DATASET RECORDS
════

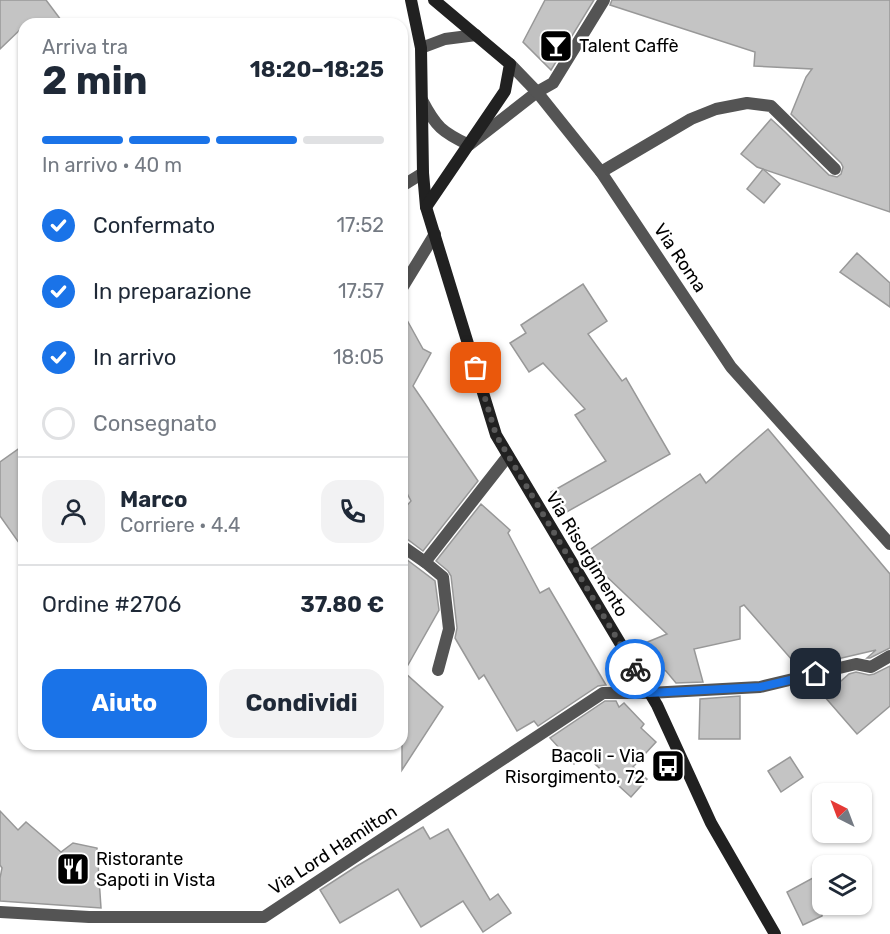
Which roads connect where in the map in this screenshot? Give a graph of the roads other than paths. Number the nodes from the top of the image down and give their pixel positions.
1 (411, 0) edge
2 (434, 0) edge
3 (604, 0) edge
4 (476, 35) junction
5 (422, 48) junction
6 (510, 64) junction
7 (537, 92) junction
8 (422, 100) junction
9 (469, 145) junction
10 (835, 169) dead end
11 (601, 172) junction
12 (423, 173) junction
13 (408, 182) edge
14 (426, 207) junction
15 (435, 234) junction
16 (408, 278) edge
17 (508, 456) junction
18 (890, 544) edge
19 (408, 550) edge
20 (425, 562) junction
21 (890, 656) edge
22 (438, 670) dead end
23 (649, 693) junction
24 (0, 912) edge
25 (775, 934) edge

1 - 5 main road, Via Risorgimento
2 - 4 main road, Via Roma
3 - 7 street
4 - 5 street
4 - 6 main road, Via Roma
5 - 8 main road, Via Risorgimento
6 - 7 street, Via Roma
6 - 9 main road
7 - 9 street
7 - 11 street, Via Roma
8 - 9 street
8 - 12 main road, Via Risorgimento
9 - 14 main road
10 - 11 street
11 - 18 street, Via Roma
12 - 13 street
12 - 14 main road, Via Risorgimento
14 - 15 main road, Via Risorgimento
15 - 16 street
15 - 17 main road, Via Risorgimento
17 - 20 street
17 - 23 main road, Via Risorgimento
19 - 20 street
20 - 22 street
21 - 23 street, Via Lord Hamilton
23 - 24 street, Via Lord Hamilton
23 - 25 main road, Via Risorgimento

════

YOUR ASSIGNMENT
Repeat the material above in full and unchanged, minus its images.

YOUR SOLUTION
Which roads connect where in the map in this screenshot? Give a graph of the roads other than paths. Number the nodes from the top of the image down and give their pixel positions.
1 (411, 0) edge
2 (434, 0) edge
3 (604, 0) edge
4 (476, 35) junction
5 (422, 48) junction
6 (510, 64) junction
7 (537, 92) junction
8 (422, 100) junction
9 (469, 145) junction
10 (835, 169) dead end
11 (601, 172) junction
12 (423, 173) junction
13 (408, 182) edge
14 (426, 207) junction
15 (435, 234) junction
16 (408, 278) edge
17 (508, 456) junction
18 (890, 544) edge
19 (408, 550) edge
20 (425, 562) junction
21 (890, 656) edge
22 (438, 670) dead end
23 (649, 693) junction
24 (0, 912) edge
25 (775, 934) edge

1 - 5 main road, Via Risorgimento
2 - 4 main road, Via Roma
3 - 7 street
4 - 5 street
4 - 6 main road, Via Roma
5 - 8 main road, Via Risorgimento
6 - 7 street, Via Roma
6 - 9 main road
7 - 9 street
7 - 11 street, Via Roma
8 - 9 street
8 - 12 main road, Via Risorgimento
9 - 14 main road
10 - 11 street
11 - 18 street, Via Roma
12 - 13 street
12 - 14 main road, Via Risorgimento
14 - 15 main road, Via Risorgimento
15 - 16 street
15 - 17 main road, Via Risorgimento
17 - 20 street
17 - 23 main road, Via Risorgimento
19 - 20 street
20 - 22 street
21 - 23 street, Via Lord Hamilton
23 - 24 street, Via Lord Hamilton
23 - 25 main road, Via Risorgimento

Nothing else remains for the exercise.